THE best campaigns are those that spring from the heart.
They are not motivated by self interest.
Often it’s too late for that.
They come from the desire to ensure it never ever happens again.
Of course it will. But where there’s a will there’s a way to safeguard others – or at the very least make those who trample over our peace of mind accountable for the actions of those they choose to release.
Take the parents of murdered Blackpool nurse Jane Clough, 26, stabbed to death by her former partner while he was on bail charged with sex offences against her.
John and Penny Clough have finally won a change in the law.
Other people will be safer as a result of victory in the Gazette-backed Justice for Jane battle.
The long overdue amendment to the Legal Aid, Sentencing and Punishment of Offenders Bill – which was granted royal assent this week – means prosecutors can appeal to a High Court judge on any crown court decision to release suspected serious offenders on bail.
It’s a loophole which has stitched up too many innocent people, and left far too many vulnerable to predators who have been freed to play out the last sick act of inhumanity against those they claimed to once love – or others targeted for simply being in the wrong place at the wrong time.
It’s a loophole the legal system should have closed long ago.

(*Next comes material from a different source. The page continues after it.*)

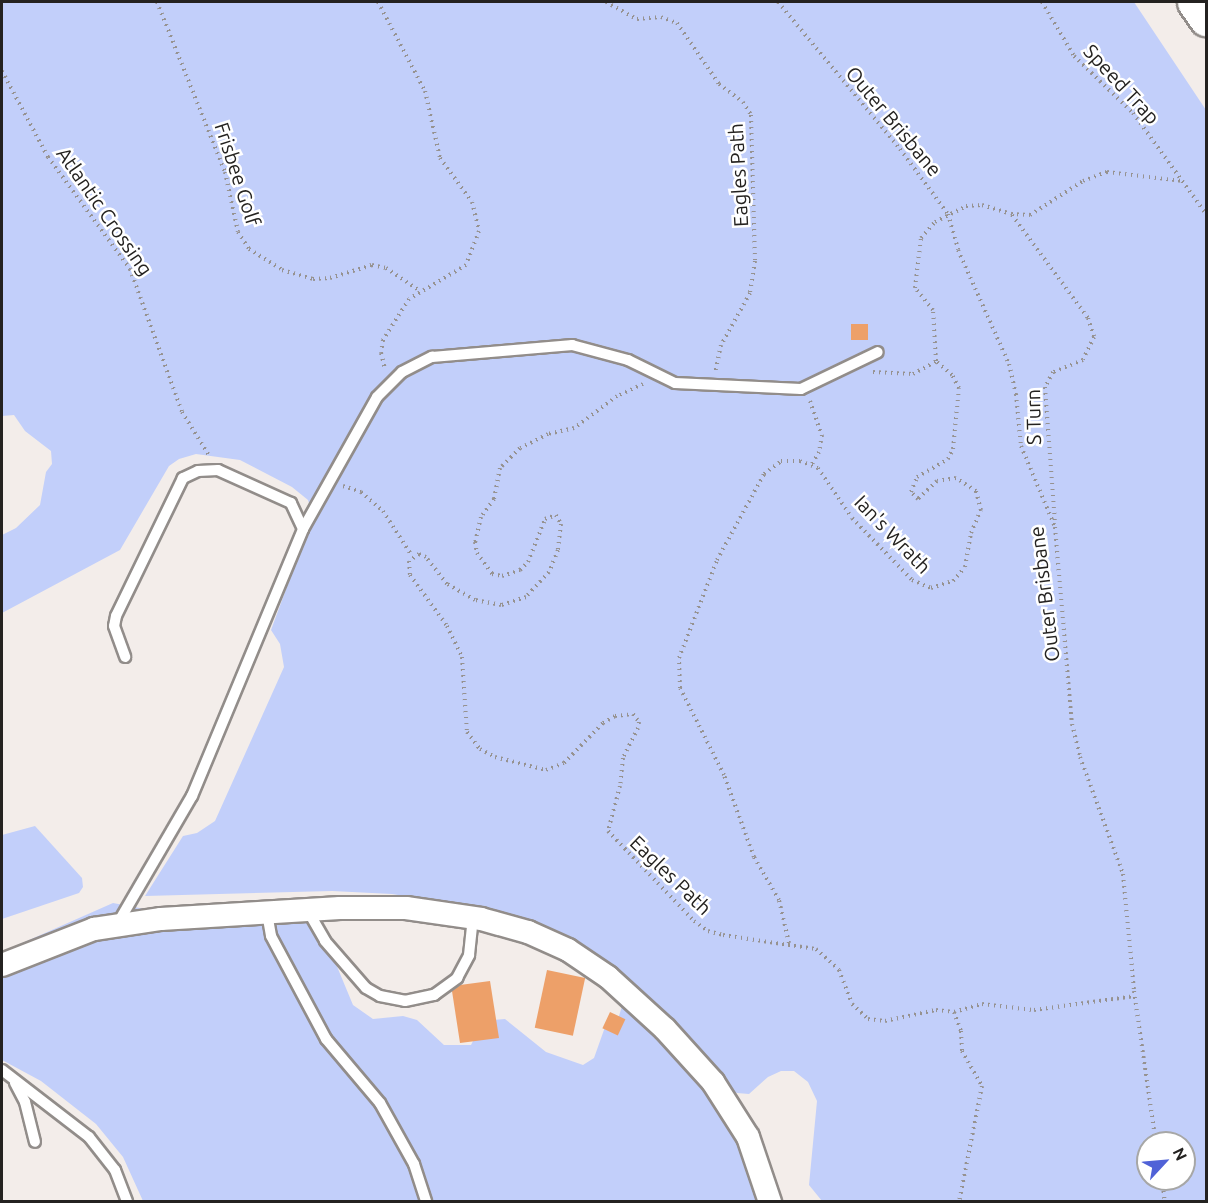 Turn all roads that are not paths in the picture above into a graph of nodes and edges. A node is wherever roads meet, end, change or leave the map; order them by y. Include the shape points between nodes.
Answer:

Instead innocent people – whether victims of those released on bail to reoffend or strangers to the dangers still stalking the streets – slipped through society’s safety nets.
They say the greatest journeys begin with one small step.
That step was taken when John and Penny, grieving the death of their daughter after a murder they had feared, indeed warned, might happen, decreed – enough is enough. No more.
Not on our watch.
Their daughter died at the hands of a man who had been charged with nine counts of rape, three assaults and one sexual assault against her.
Yet a judge deemed it appropriate to release him on bail.
Who judges the judges? Who holds them accountable when the sins of those they release come back to haunt them? (At least the police have procedures in place – as we have seen again this week – to deal with unacceptable ineptitude and errors.)
Well, as things stand, the answer’s clear. It’s not the system. It’s the fathers, mothers, sisters, brothers, sons and daughters of those dead or defiled or injured who demand a better deal.
It’s the ordinary people who hold their heads high and are not intimidated by authority or expect others to do the lobbying for them.
Instead they become the collective conscience of the community and prick the pomposity of those who really should know better.
John and Penny know they won’t save everyone. But they will save some. Correction: Jane will save some.
As the nurse’s dad so poignantly put it: “Jane can go on saving lives, just as she did in life.”